Evaluation Of Antiatherogenic Properties Of Ezetimibe Using H-3-Labeled Low-Density-Lipoprotein Cholesterol And Tc-99m-Cabvcam1-5 Spect In Apoe(-/-) Mice Fed The Paigen Diet

The addition of ezetimibe, an intestinal cholesterol absorption inhibitor, to statin therapy has recently shown clinical benefits in the Improved Reduction of Outcomes: Vytorin Efficacy International Trial by reducing low-density-lipoprotein (LDL) cholesterol levels more than statin therapy alone. Here, we investigated the mechanisms by which inhibition of intestinal cholesterol absorption might contribute to the clinically observed reduction in cardiovascular events by evaluating its effect on inflammatory plaque development in apolipoprotein E-/- mice. Methods: Apolipoprotein E-/- mice were fed the Paigen diet (1.25% cholesterol, 0.5% cholic acid, and 15% fat) without or with ezetimibe (7 mg/kg/d) for 6 wk. In a first set of mice (n = 15), we intravenously injected H-3-cholesteryl oleate-labeled human LDL to test whether ezetimibe promotes LDL-derived cholesterol fecal excretion. In a second set (n = 20), we used the imaging agent Tc-99m-cAbVCAM1-5 to evaluate expression of an inflammatory marker, vascular cell adhesion molecule 1 (VCAM-1), in atherosclerotic plaques. In a third set (n = 21), we compared VCAM-1 expression with Tc-99m-cAbVCAM1-5 uptake in various tissues. Results: Mice treated with ezetimibe showed a 173% higher LDL-cholesteryl ester plasma disappearance rate (P < 0.001 vs. control) after H-3-cholesteryl oleate-labeled LDL injection. At 96 h after injection, the hepatic fraction of H-3-tracer was 61% lower in mice treated with ezetimibe (P < 0.001). Meanwhile, LDL-derived H-3-cholesterol excretion in the feces was 107% higher (P < 0.001).
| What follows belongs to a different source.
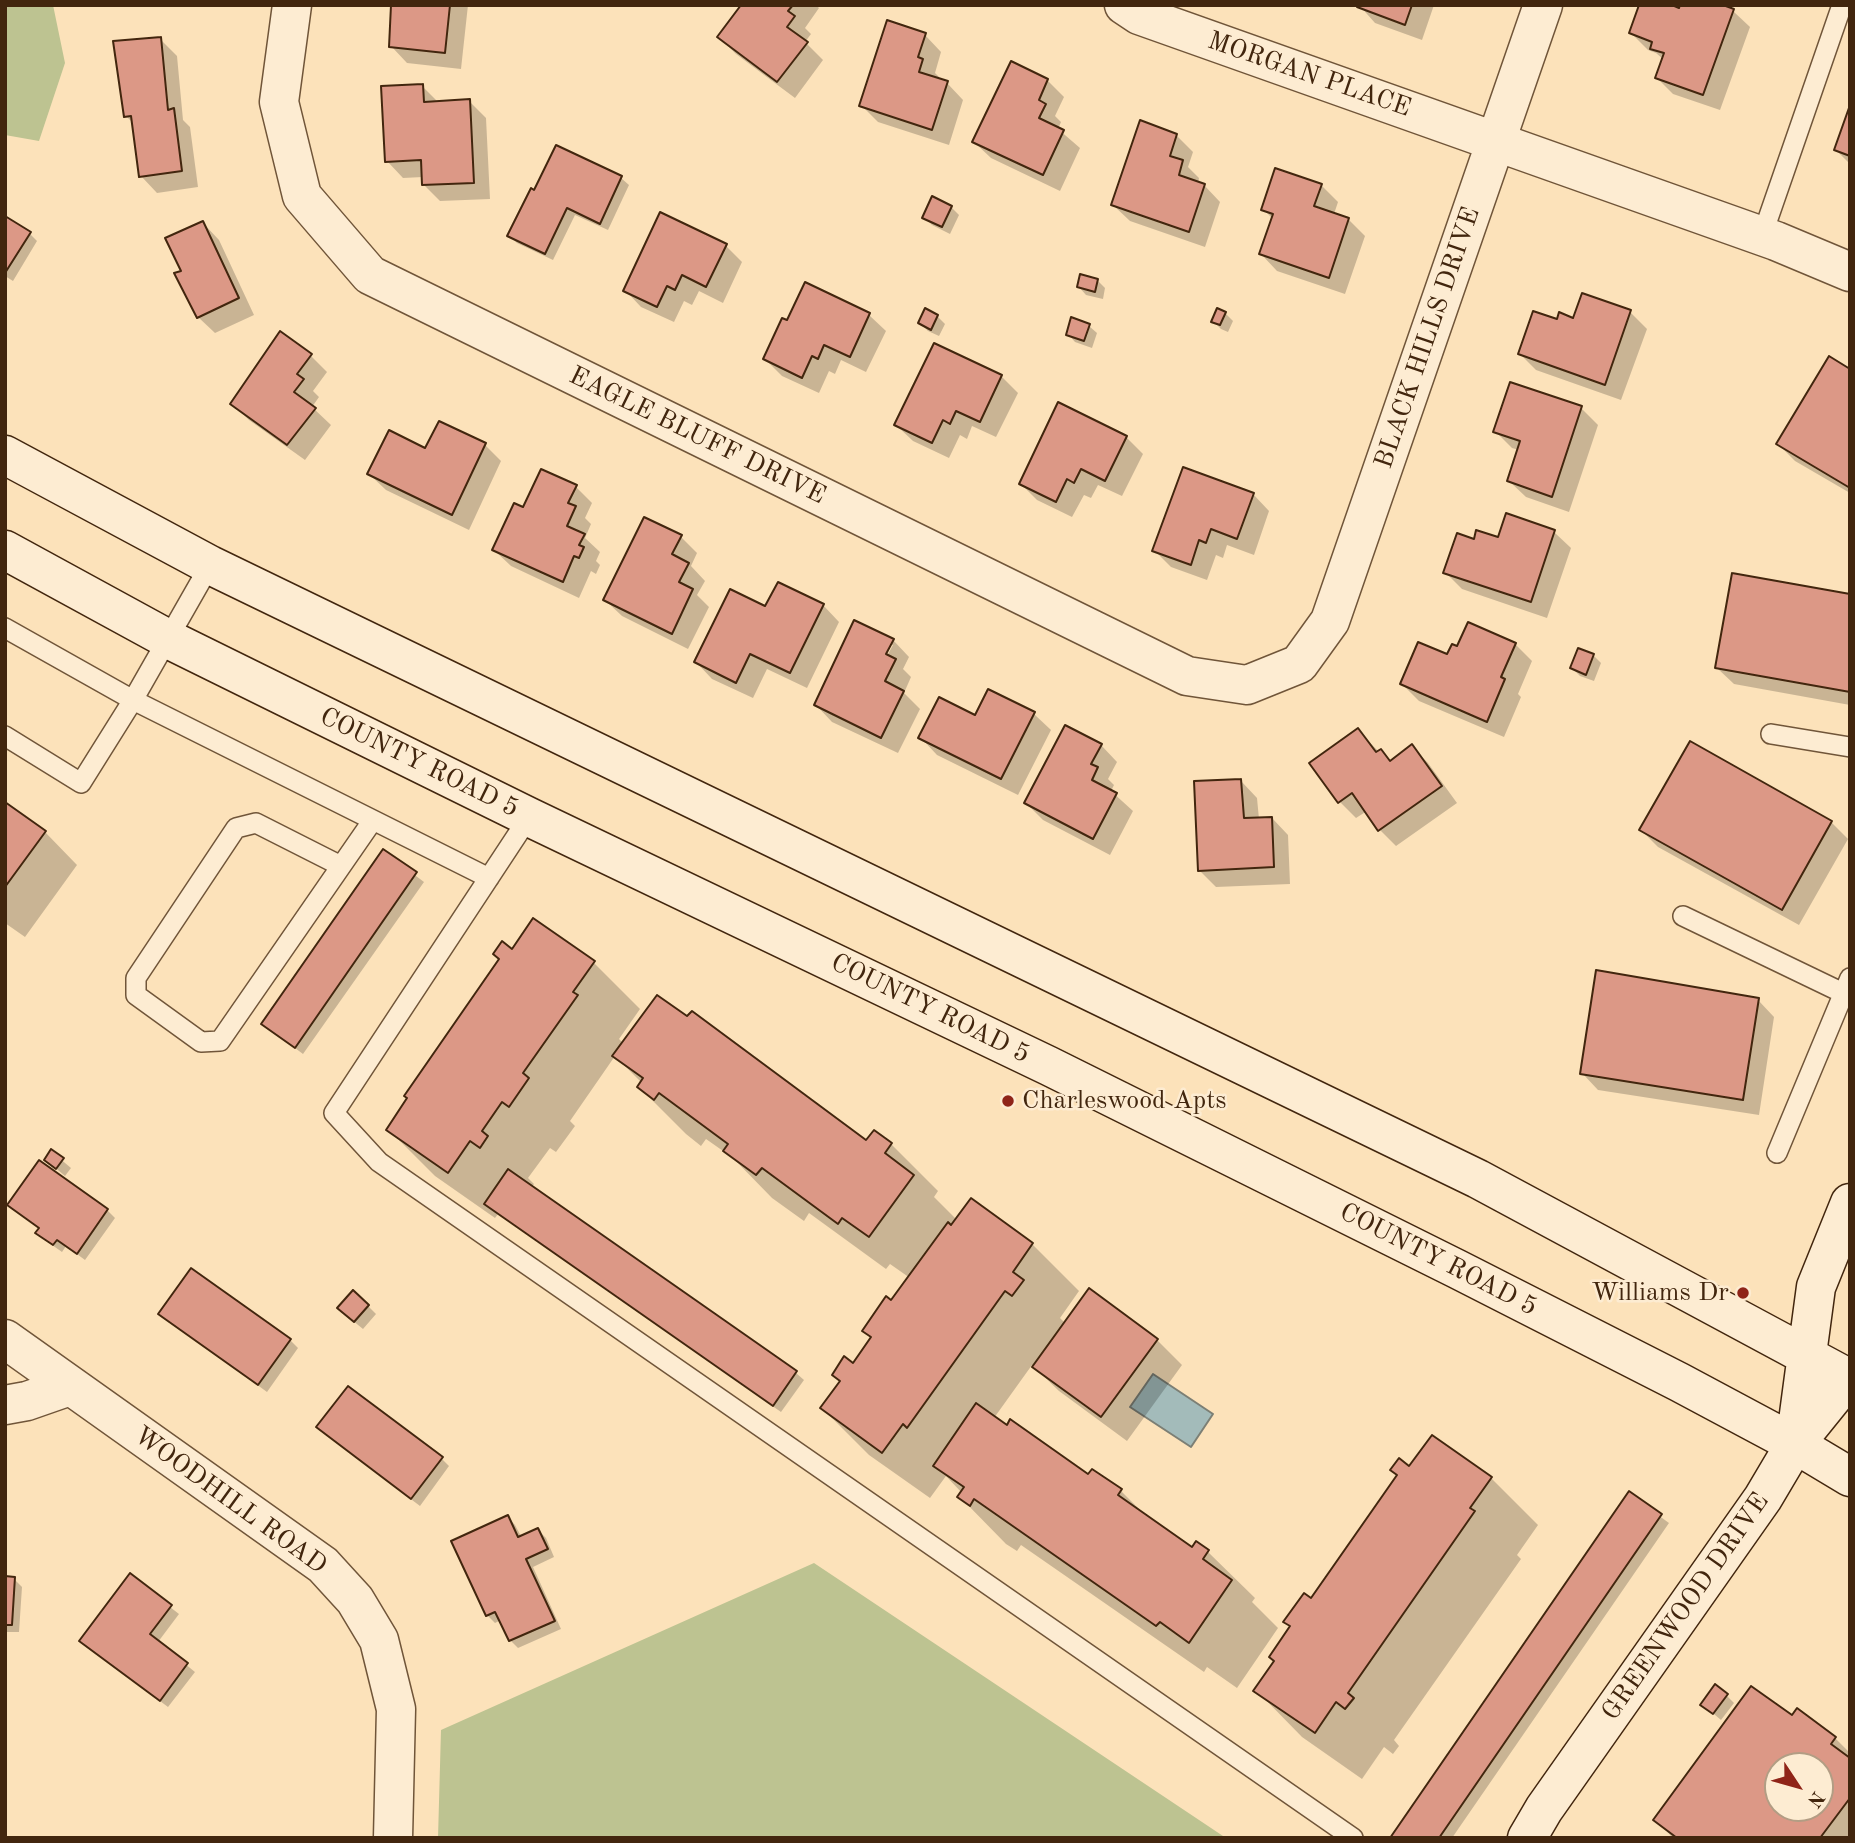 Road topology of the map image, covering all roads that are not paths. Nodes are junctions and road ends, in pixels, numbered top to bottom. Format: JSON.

The antiatherogenic effect of ezetimibe monitored by Tc-99m-cAbVCAM1-5 SPECT showed a 49% reduction in aortic tracer uptake (percentage injected dose per cubic centimeter, 0.95 +/- 0.04 vs. 1.87 +/- 0.11; P < 0.01). In addition to hypercholesterolemia, the proinflammatory Paigen diet significantly increased VCAM-1 expression with respect to the control group in various tissues, including the aorta, and this expression correlated strongly with Tc-99m-cAbVCAM1-5 uptake (r - 0.75; P < 0.05). Conclusion: Inhibition of intestinal cholesterol absorption with ezetimibe promotes antiatherosclerotic effects through increased LDL cholesterol catabolism and LDL-derived cholesterol fecal excretion and reduces inflamed atherosclerotic plaques. These mechanisms may contribute to the benefits of adding ezetimibe to a statin therapy.